Not feeling on top of my game—ears, sinuses, general post-flu/pneumonia vaccine malaise, I decide that performing a good deed might brighten the day, so I pull into a fast food drive-in line in Anchorage and order a $2.40 cent item.
When I reach the pay window, I tell the young man I’d like to pay for the next two cars also.
“Yes. Mine and the next two.” I hand him a twenty dollar bill. “And tell them to pay it forward and don’t litter.”
Blank look. Absolutely flummoxed.
“That won’t cover it,” he says, referring to the $20.

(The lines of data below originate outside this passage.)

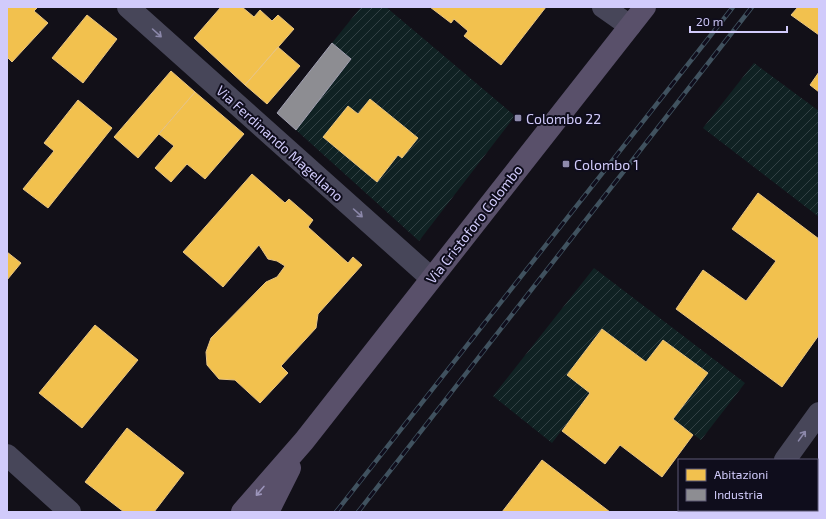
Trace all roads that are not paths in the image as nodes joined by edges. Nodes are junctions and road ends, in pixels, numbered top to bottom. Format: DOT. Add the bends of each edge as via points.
graph roads {
  1 [pos="128,7"];
  2 [pos="603,7"];
  3 [pos="645,7"];
  4 [pos="630,26"];
  5 [pos="432,278"];
  6 [pos="819,413"];
  7 [pos="304,441"];
  8 [pos="7,455"];
  9 [pos="786,459"];
  10 [pos="70,512"];
  11 [pos="242,512"];
  12 [pos="268,512"];
  1 -- 5 [label="street, Via Ferdinando Magellano, one-way"];
  2 -- 4 [label="street"];
  3 -- 4 [label="main road, Via Cristoforo Colombo"];
  4 -- 5 [label="main road, Via Cristoforo Colombo"];
  5 -- 7 [label="main road, Via Cristoforo Colombo"];
  9 -- 6 [label="street, one-way"];
  7 -- 11 [label="main road, Via Cristoforo Colombo, one-way"];
  7 -- 12 [label="main road, Via Cristoforo Colombo"];
  8 -- 10 [label="street"];
}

I hand him another twenty. A long period of time ensues, during which he put money into the register, stared, took money out of the register, stared, put more money in the register, told two vehicles he’d be with them in a minute, stared, took money out again, and stared. Your change is “11.85,” he says, giving me coins and bills with one hand and more coins with the other, for a total of $12.10.
I remind him, “Tell them to pay it forward and please don’t litter.”

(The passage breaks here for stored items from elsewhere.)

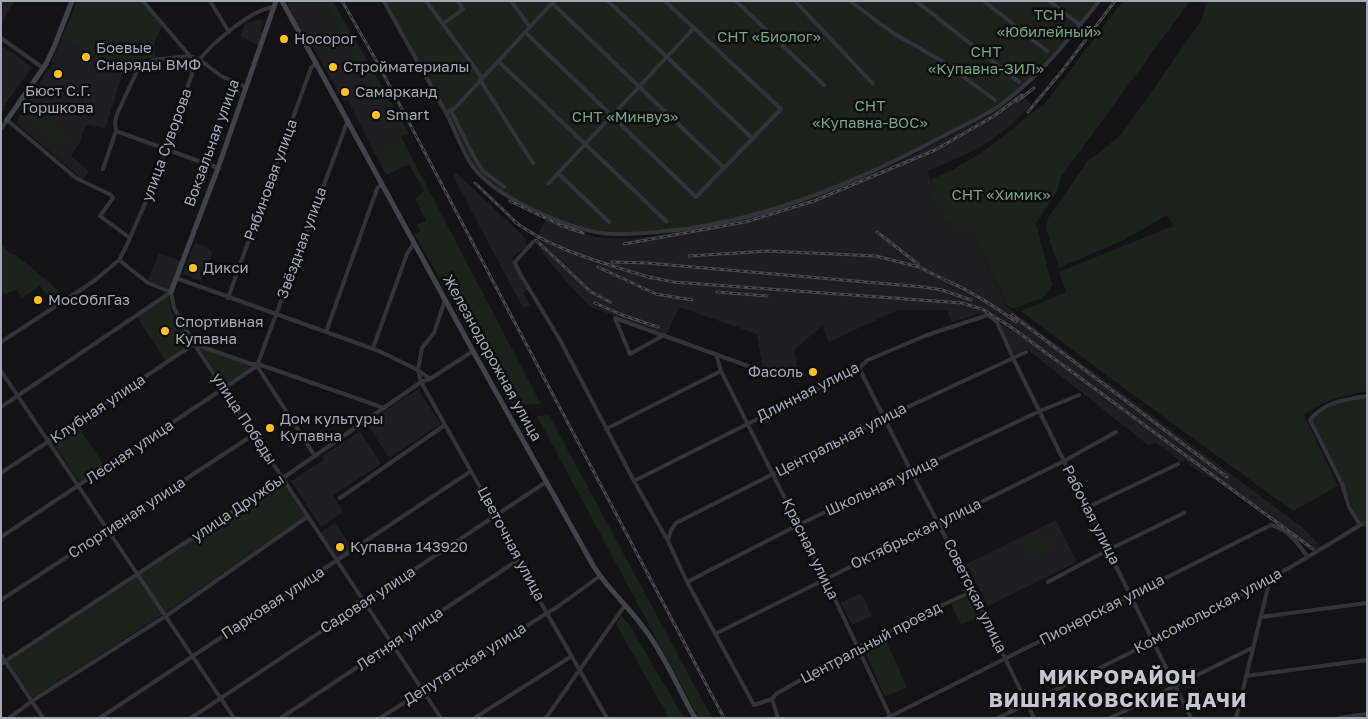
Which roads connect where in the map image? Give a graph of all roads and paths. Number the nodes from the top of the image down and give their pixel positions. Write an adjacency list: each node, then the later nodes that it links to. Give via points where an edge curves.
1 (72, 1): 33 (main road)
2 (143, 1): 28 (street)
3 (210, 1): 24 (street)
4 (282, 1): 32 (main road, Железнодорожная улица)
5 (384, 1): 42 (street)
6 (426, 1): 20 (street)
7 (458, 1): 20 (street, via 463,9)
8 (511, 1): 22 (street)
9 (608, 1): 29 (street)
10 (665, 1): 23 (street)
11 (736, 1): 37 (street)
12 (795, 1): 36 (street)
13 (850, 1): 40 (street, via 892,33 942,61)
14 (916, 1): 35 (street)
15 (984, 1): 27 (street)
16 (1049, 1): 21 (street)
17 (1099, 1): 21 (street)
18 (553, 2): 22 (street); 38 (street)
19 (275, 4): 24 (street, улица Суворова); 39 (main road, Вокзальная улица)
20 (443, 24): 34 (street)
21 (1080, 25): 42 (street, via 1049,62 1001,105 900,160 762,212 674,230 604,234 538,212 501,192 479,175)
22 (530, 27): 25 (street)
23 (694, 28): 29 (street); 48 (street, via 781,109)
24 (229, 32): 30 (street, улица Суворова)
25 (525, 32): 31 (street); 43 (street)
26 (1, 38): 33 (street)
27 (1047, 51)
28 (189, 56): 30 (street); 47 (street, via 153,60 139,66 117,114)
29 (666, 57): 38 (street); 48 (street)
30 (199, 59): 39 (street, via 221,76); 50 (street, улица Суворова)
31 (498, 61): 34 (street); 49 (street)
32 (315, 64): 45 (main road, Железнодорожная улица); 67 (street, Рябиновая улица)
33 (43, 68): 44 (main road)
34 (481, 79): 41 (street); 51 (street)
35 (1018, 82)
36 (873, 84)
37 (824, 85)
38 (639, 86): 43 (street); 53 (street)
39 (246, 87): 52 (main road, Вокзальная улица)
40 (995, 100)
41 (451, 111): 42 (street); 58 (street, via 483,171)
42 (446, 113)
43 (612, 115): 49 (street); 53 (street, via 696,197)
44 (7, 120): 46 (street); 61 (street, via 76,178 112,195 100,216)
45 (348, 120): 56 (main road, Железнодорожная улица); 69 (street, Звёздная улица)
46 (1, 129)
47 (116, 131): 50 (street); 54 (street)
48 (752, 138): 53 (street)
49 (585, 144): 55 (street); 59 (street)
50 (167, 150): 52 (street); 61 (street, улица Суворова)
51 (533, 163)
52 (218, 168): 65 (main road, Вокзальная улица)
53 (724, 168)
54 (103, 169)
55 (558, 173): 57 (street); 60 (street)
56 (382, 183): 63 (main road, Железнодорожная улица); 71 (street, via 377,188)
57 (548, 184)
58 (504, 187)
59 (666, 221)
60 (609, 222)
61 (130, 238): 64 (street, улица Суворова)
62 (533, 242): 100 (street, via 514,262 560,340)
63 (414, 243): 68 (main road, Железнодорожная улица); 75 (street, via 407,254)
64 (119, 260): 66 (street, via 148,283); 73 (street, via 94,281)
65 (176, 278): 66 (main road, Вокзальная улица); 67 (street)
66 (171, 292): 74 (street, улица Победы, via 174,308); 92 (street)
67 (228, 298): 69 (street)
68 (445, 300): 76 (main road, Железнодорожная улица); 82 (street, via 434,333 422,348)
69 (276, 314): 71 (street); 80 (street, Звёздная улица)
70 (988, 315): 79 (street, Рабочая улица, via 997,322); 81 (street, Длинная улица, via 927,334 868,360)
71 (326, 332): 75 (street)
72 (664, 335): 72 (street, via 630,354 615,318 648,329); 78 (street)
73 (1, 342)
74 (194, 344): 80 (street); 89 (street, улица Победы); 103 (street, Клубная улица)
75 (373, 348): 82 (street)
76 (473, 351): 86 (street, улица Дружбы); 113 (main road, Железнодорожная улица)
77 (1026, 352): 79 (street, Центральная улица)
78 (716, 354): 84 (street, Красная улица); 85 (street)
79 (1013, 358): 96 (street, Рабочая улица); 97 (street, Центральная улица)
80 (258, 365): 89 (street, Лесная улица); 95 (street); 104 (street)
81 (859, 368): 90 (street, Длинная улица); 97 (street, Советская улица)
82 (418, 370): 86 (street); 87 (street, Цветочная улица)
83 (1, 371): 92 (street)
84 (721, 371): 98 (street, Красная улица); 100 (street)
85 (762, 371)
86 (430, 379): 87 (street, улица Дружбы)
87 (421, 382): 95 (street, улица Дружбы); 99 (street, Цветочная улица)
88 (807, 387): 90 (street)
89 (224, 389): 102 (street, улица Победы); 114 (street, Лесная улица)
90 (810, 391): 98 (street, Длинная улица)
91 (1079, 395): 96 (street, Школьная улица)
92 (18, 396): 94 (street); 103 (street)
93 (1367, 396): 126 (street, Комсомольская улица, via 1342,400 1316,411 1310,420 1360,525)
94 (1, 407)
95 (384, 408): 104 (street, улица Дружбы)
96 (1040, 411): 105 (street, Рабочая улица); 109 (street, Школьная улица)
97 (884, 418): 109 (street, Советская улица); 110 (street, Центральная улица)
98 (747, 423): 110 (street, Красная улица); 112 (street, Длинная улица)
99 (445, 425): 107 (street, Цветочная улица); 115 (street)
100 (606, 429): 112 (street)
101 (1116, 432): 105 (street, Октябрьская улица)
102 (253, 435): 111 (street, улица Победы); 122 (street, Спортивная улица)
103 (48, 441): 108 (street, Клубная улица); 114 (street)
104 (315, 456): 111 (street, улица Дружбы)
105 (1064, 461): 116 (street, Рабочая улица); 120 (street, Октябрьская улица)
106 (1178, 464): 116 (street)
107 (471, 471): 118 (street, Цветочная улица); 127 (street, Парковая улица)
108 (1, 473)
109 (912, 473): 120 (street, Советская улица); 121 (street, Школьная улица)
110 (774, 474): 121 (street, Красная улица); 124 (street, Центральная улица, via 676,524)
111 (283, 478): 119 (street, улица Победы); 129 (street, улица Дружбы)
112 (634, 481): 124 (street)
113 (546, 482): 118 (street, Садовая улица); 130 (main road, Железнодорожная улица)
114 (79, 486): 122 (street); 123 (street, Лесная улица)
115 (340, 498)
116 (1086, 508): 125 (street, Рабочая улица)
117 (1184, 514): 125 (street)
118 (495, 515): 128 (street, Цветочная улица); 138 (street, Садовая улица)
119 (307, 517): 127 (street, улица Победы); 142 (street)
120 (939, 523): 131 (street, Октябрьская улица); 135 (street, Советская улица)
121 (798, 525): 131 (street, Красная улица); 133 (street, Школьная улица)
122 (108, 530): 129 (street); 137 (street, Спортивная улица)
123 (1, 537)
124 (668, 541): 133 (street)
125 (1108, 550): 134 (street); 136 (street, Рабочая улица)
126 (1308, 557): 132 (street, Комсомольская улица); 136 (street, Пионерская улица, via 1294,538 1271,525)
127 (337, 560): 138 (street, улица Победы); 150 (street, Парковая улица)
128 (518, 560): 141 (street, Цветочная улица); 146 (street, Летняя улица)
129 (137, 574): 142 (street); 154 (street, улица Дружбы)
130 (600, 576): 140 (main road, Железнодорожная улица); 141 (street, Депутатская улица)
131 (825, 578): 144 (street, Октябрьская улица); 147 (street, Красная улица)
132 (1270, 579): 143 (street); 145 (street, Комсомольская улица)
133 (687, 582): 144 (street)
134 (1048, 582)
135 (973, 591): 147 (street, Центральный проезд); 152 (street, Советская улица)
136 (1131, 596): 145 (street, Рабочая улица); 152 (street, Пионерская улица)
137 (1, 600)
138 (366, 602): 146 (street, улица Победы); 159 (street, Садовая улица)
139 (1367, 603): 143 (street)
140 (625, 606): 155 (street); 176 (main road, Железнодорожная улица, via 651,638)
141 (547, 613): 151 (street, Цветочная улица); 158 (street, Депутатская улица)
142 (166, 616): 150 (street); 161 (street)
143 (1261, 617): 148 (street)
144 (715, 634): 160 (street, via 754,705)
145 (1152, 642): 157 (street, Рабочая улица); 162 (street, Комсомольская улица)
146 (393, 644): 158 (street, улица Победы); 171 (street, Летняя улица)
147 (858, 648): 160 (street, Центральный проезд); 165 (street, Красная улица)
148 (1252, 648): 156 (street); 157 (street)
149 (1, 655): 154 (street)
150 (192, 655): 159 (street); 168 (street, Парковая улица)
151 (572, 656): 155 (street, Цветочная улица); 164 (street)
152 (1006, 659): 162 (street, Советская улица); 165 (street, Пионерская улица)
153 (1367, 660): 156 (street)
154 (3, 662): 161 (street)
155 (580, 670): 174 (street); 175 (street, Цветочная улица)
156 (1246, 676): 182 (street)
157 (1176, 686): 180 (street); 181 (street, Рабочая улица)
158 (424, 690): 172 (street, Депутатская улица); 173 (street, улица Победы)
159 (221, 698): 169 (street, Садовая улица); 170 (street)
160 (772, 698): 177 (street)
161 (32, 701): 166 (street); 167 (street)
162 (1026, 704): 178 (street, Комсомольская улица); 179 (street, Советская улица)
163 (1367, 714): 183 (street)
164 (476, 717)
165 (890, 717)
166 (9, 718)
167 (43, 718)
168 (100, 718)
169 (191, 718)
170 (234, 718)
171 (281, 718)
172 (380, 718)
173 (440, 718)
174 (546, 718)
175 (607, 718)
176 (695, 718)
177 (778, 718)
178 (998, 718)
179 (1034, 718)
180 (1110, 718)
181 (1191, 718)
182 (1236, 718)
183 (1339, 718)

Blank look. “You mean pay me?”
“No, do a good deed for another. And, please don’t litter. Pay it forward and please don’t litter.”
Blank look. “It means don’t throw garbage out your car window.”
Total bill: $32.90; total tendered: $40.00; total change given: $12.10; total shortage to them: $5.00.
Note to self: You are enabling obesity and interacting with the leaders of tomorrow. Next time? One at a time.
NO GOOD DEED GOES UNPUNISHED
(PS) I called the fast food place and told them I might have received too much change. The lady assured me the young man’s cash register had balanced.